Na família de Nazaré, a maravilha nunca cessou, nem mesmo num momento dramático como a perda de Jesus: é a capacidade de se maravilhar com a manifestação gradual do Filho de Deus, é o mesmo assombro que também afeta os doutores do templo, admirado “por sua inteligência e suas respostas” (v.47). Mas o que é espantoso, o que é se surpreender? Espanto e maravilha é o oposto de tomar tudo como certo, é o oposto de interpretar a realidade que nos rodeia e os eventos da história apenas de acordo com os nossos critérios. E uma pessoa que faz isso não sabe o que é maravilha, o que é espanto. Surpreender-se é abrir-se para os outros, entender as razões dos outros: essa atitude é importante para curar relacionamentos comprometidos entre as pessoas e é também indispensável para curar feridas abertas dentro da família. Quando há problemas nas famílias, assumimos que estamos certos e fechamos a porta para os outros. Em vez disso, é preciso pensar: “O que essa pessoa tem?” E maravilhe-se com esse “bem”. E isso ajuda a unidade da família. Se você tiver problemas na família, pense nas coisas boas com as quais a família tem problemas e maravilhe-se com isso.

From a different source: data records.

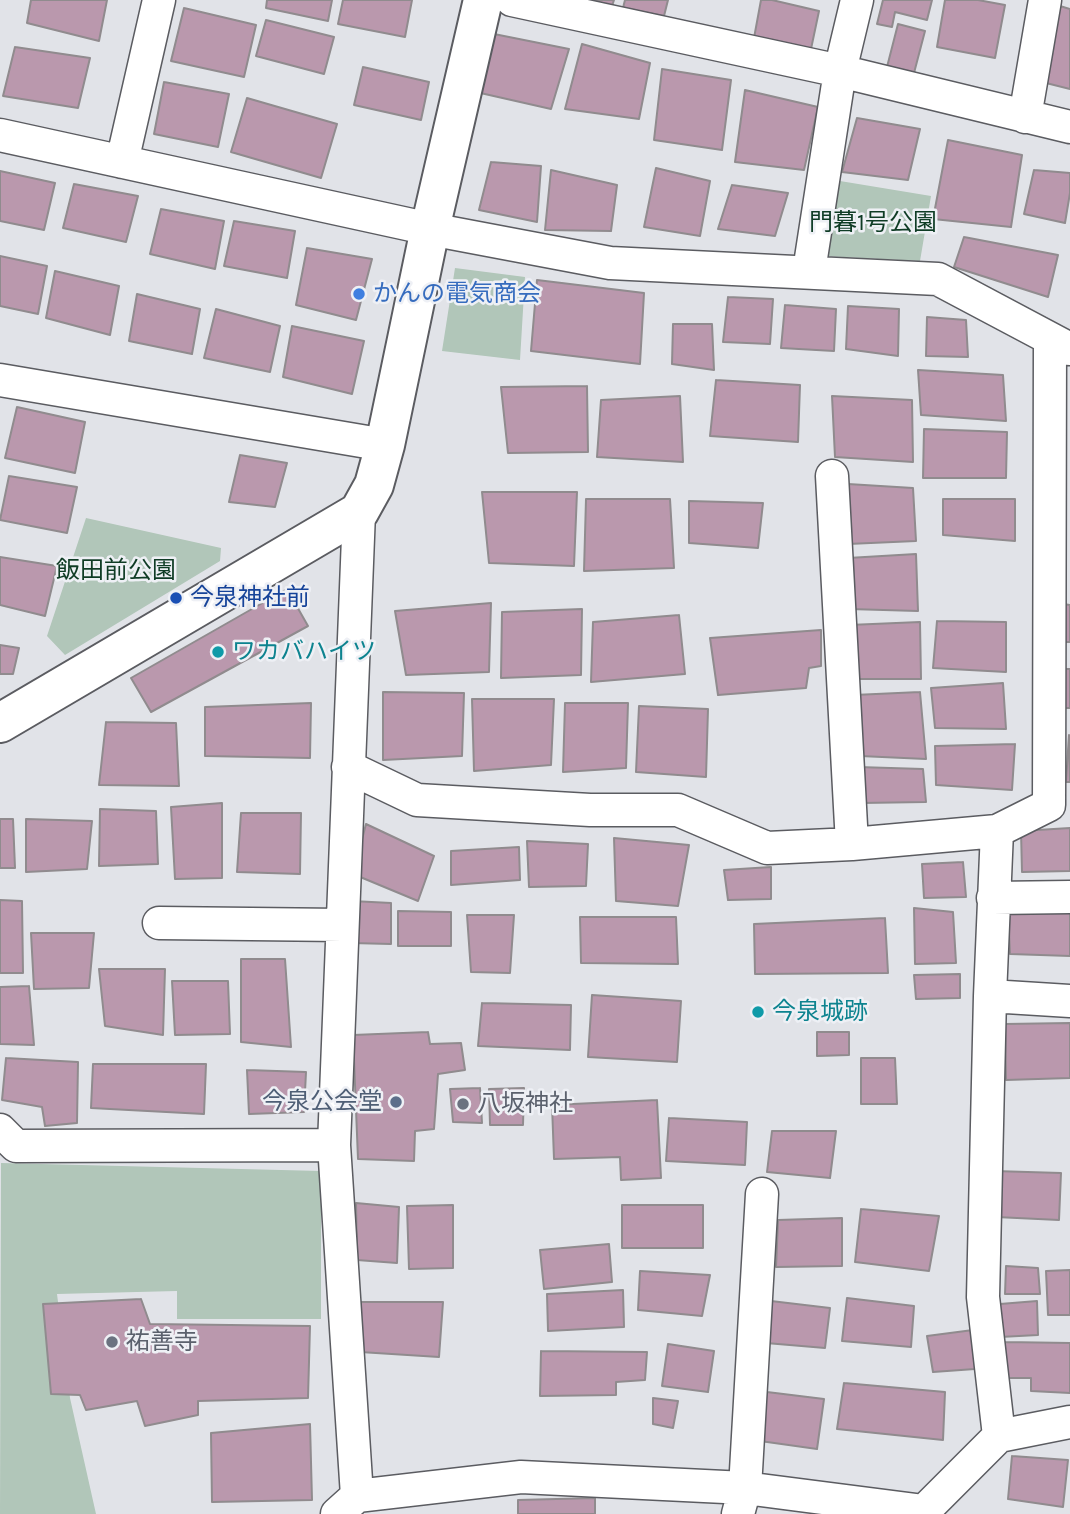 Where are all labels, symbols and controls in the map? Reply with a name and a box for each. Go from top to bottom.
park label: 門暮1号公園 [809,209,937,237]
place label: かんの電気商会 [373,280,541,308]
marker: かんの電気商会 [351,286,367,302]
park label: 飯田前公園 [56,557,176,585]
place label: 今泉神社前 [190,584,310,612]
marker: 今泉神社前 [168,590,184,606]
place label: ワカバハイツ [232,638,376,666]
marker: ワカバハイツ [210,644,226,660]
place label: 今泉城跡 [772,998,868,1026]
marker: 今泉城跡 [750,1004,766,1020]
place label: 今泉公会堂 [262,1088,382,1116]
place label: 八坂神社 [477,1090,573,1118]
marker: 今泉公会堂 [388,1094,404,1110]
marker: 八坂神社 [455,1096,471,1112]
place label: 祐善寺 [126,1328,198,1356]
marker: 祐善寺 [104,1334,120,1350] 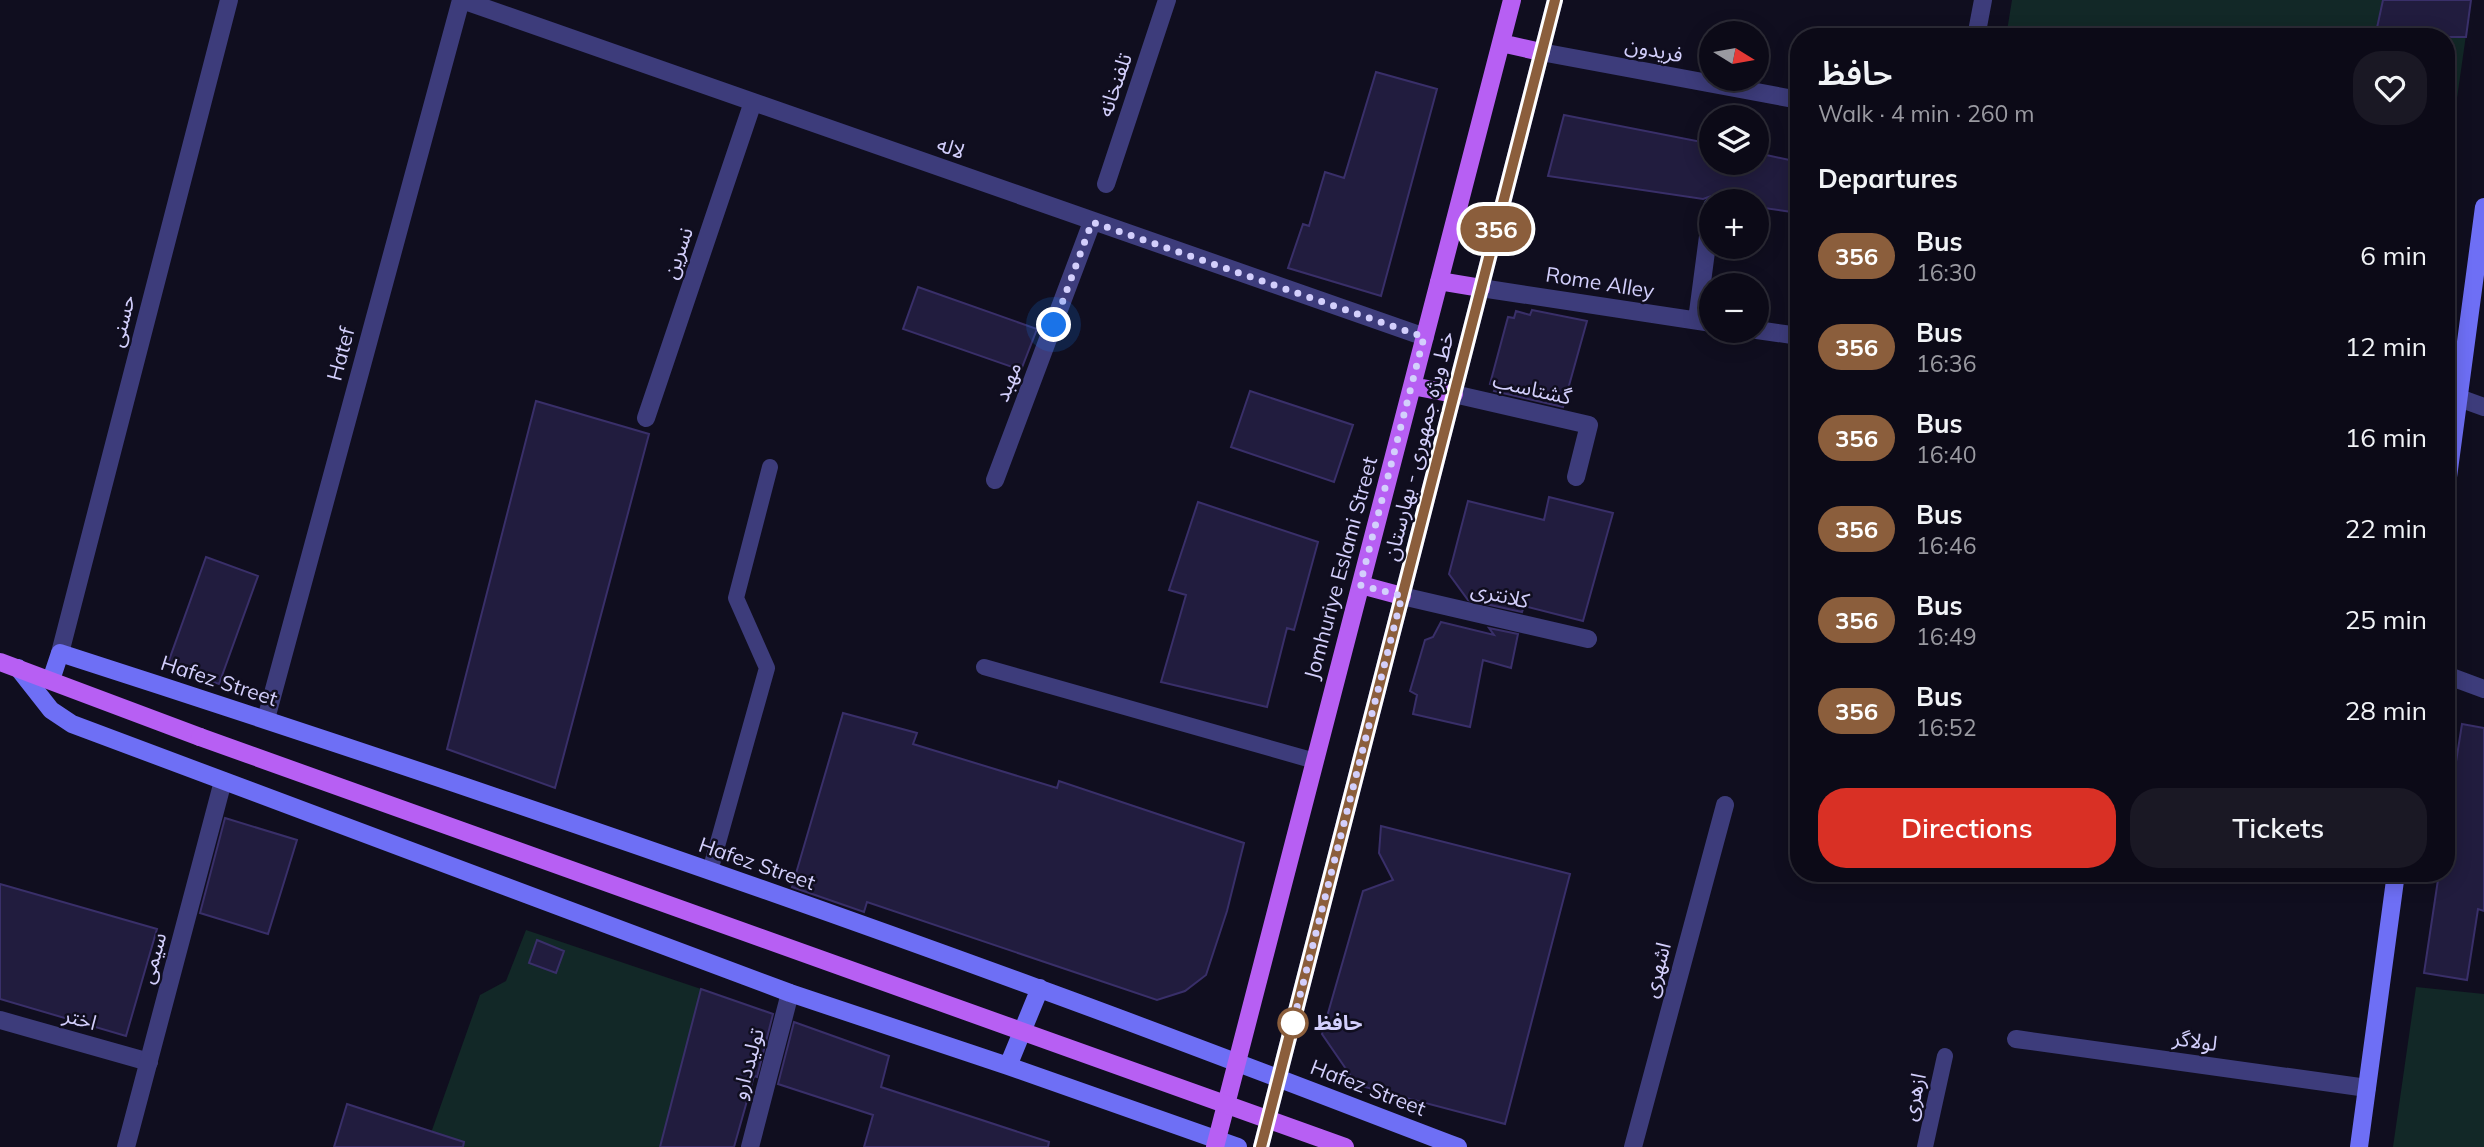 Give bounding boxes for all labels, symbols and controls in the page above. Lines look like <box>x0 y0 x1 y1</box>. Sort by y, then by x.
north arrow <box>1699 21 1769 91</box>
map controls <box>1699 21 1769 343</box>
street label: فریدون <box>1623 31 1685 67</box>
street label: تلفنخانه <box>1091 49 1137 120</box>
button: heart <box>2353 51 2427 125</box>
text: حافظ <box>1818 52 1892 93</box>
text: Walk · 4 min · 260 m <box>1818 99 2035 128</box>
button: layers <box>1699 105 1769 175</box>
street label: لاله <box>934 130 969 164</box>
text: Departures <box>1818 162 1958 195</box>
button: + <box>1699 189 1769 259</box>
line badge: 356 <box>1456 206 1536 252</box>
text: 356 <box>1474 214 1518 244</box>
street label: نسرین <box>656 223 698 282</box>
text: Bus <box>1916 225 1962 258</box>
text: 6 min <box>2360 239 2427 272</box>
text: 356 <box>1835 241 1878 271</box>
text: 16:30 <box>1916 258 1976 287</box>
street label: Rome Alley <box>1544 261 1656 303</box>
button: − <box>1699 273 1769 343</box>
street label: حسنی <box>102 292 140 350</box>
your location <box>1036 307 1071 342</box>
text: Bus <box>1916 316 1962 349</box>
street label: Hatef <box>320 323 360 383</box>
street label: خط ویژه جمهوری - بهارستان <box>1377 328 1459 563</box>
text: 12 min <box>2345 330 2427 363</box>
text: 356 <box>1835 332 1878 362</box>
text: 16:36 <box>1916 349 1976 378</box>
street label: مهبد <box>988 358 1026 405</box>
street label: گشتاسب <box>1490 366 1574 410</box>
text: Bus <box>1916 407 1962 440</box>
text: 16 min <box>2345 421 2427 454</box>
text: 356 <box>1835 423 1878 453</box>
text: 16:40 <box>1916 440 1976 469</box>
street label: Jomhuriye Eslami Street <box>1298 454 1382 682</box>
text: Bus <box>1916 498 1962 531</box>
text: 22 min <box>2345 512 2427 545</box>
text: 356 <box>1835 514 1878 544</box>
text: 16:46 <box>1916 531 1976 560</box>
street label: کلانتری <box>1469 575 1532 613</box>
text: Bus <box>1916 589 1962 622</box>
text: 25 min <box>2345 603 2427 636</box>
text: 356 <box>1835 605 1878 635</box>
text: 16:49 <box>1916 622 1976 651</box>
street label: Hafez Street <box>158 649 281 711</box>
text: Bus <box>1916 680 1962 713</box>
text: 28 min <box>2345 694 2427 727</box>
text: 356 <box>1835 696 1878 726</box>
text: 16:52 <box>1916 713 1976 742</box>
button: Directions <box>1818 788 2116 868</box>
button: Tickets <box>2130 788 2427 868</box>
street label: Hafez Street <box>696 831 819 895</box>
street label: سیمی <box>133 929 171 986</box>
street label: اشهری <box>1636 939 1676 1000</box>
street label: اختر <box>60 1001 100 1035</box>
marker: حافظ <box>1278 1008 1308 1038</box>
place label: حافظ <box>1314 1009 1363 1035</box>
street label: لولاگر <box>2170 1024 2219 1056</box>
street label: تولیددارو <box>725 1025 769 1102</box>
street label: Hafez Street <box>1307 1053 1430 1121</box>
street label: ازهری <box>1895 1070 1931 1123</box>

E isso ajudará a curar as feridas da família.

O segundo elemento que eu gostaria de captar do Evangelho é a angústia que Maria e José experimentaram quando não encontraram Jesus. Essa angústia manifesta a centralidade de Jesus na Sagrada Família. A Virgem e seu marido haviam acolhido aquele Filho, eles o guardaram e eles o viram crescer em idade, sabedoria e graça no meio deles, mas acima de tudo ele cresceu em seus corações; e, pouco a pouco, seu carinho e compreensão aumentaram. É por isso que a família de Nazaré é santa: por estar centrada em Jesus, todas as atenções e solicitudes de Maria e José foram dirigidas a ele.

Angústia que eles preenchido durante os três dias da perda de Jesus também deve ser a nossa aflição quando estamos longe Dele, quando estamos longe de Jesus. Devemos tentar angústia quando há mais de três dias nos esquecemos de Jesus, sem oração, sem leia o Evangelho, sem sentir a necessidade de sua presença e de sua consoladora amizade. E tantos dias passam sem eu me lembrar de Jesus, mas isso é ruim, isso é muito ruim. Devemos sentir angústia quando essas coisas acontecem. Maria e José procuraram-no e encontraram-no no templo enquanto ele ensinava: nós também, é sobretudo na casa de Deus que podemos encontrar o divino Mestre e acolher a sua mensagem de salvação. Na celebração eucarística, fazemos uma experiência viva de Cristo; Fala-nos, oferece-nos a sua Palavra, ilumina-nos, ilumina o nosso caminho, dá-nos o seu corpo na Eucaristia, da qual nos inspiramos para enfrentar as dificuldades de todos os dias.

E hoje voltamos para casa com estas duas palavras: espanto e angústia. Eu sei o quão espantado, quando vejo as coisas boas dos outros, e assim resolvo problemas familiares? Eu me sinto angustiado quando me afasto de Jesus?

Oramos por todas as famílias do mundo, especialmente aquelas em que, por várias razões, há falta de paz e harmonia. E nós os confiamos à proteção da Sagrada Família de Nazaré.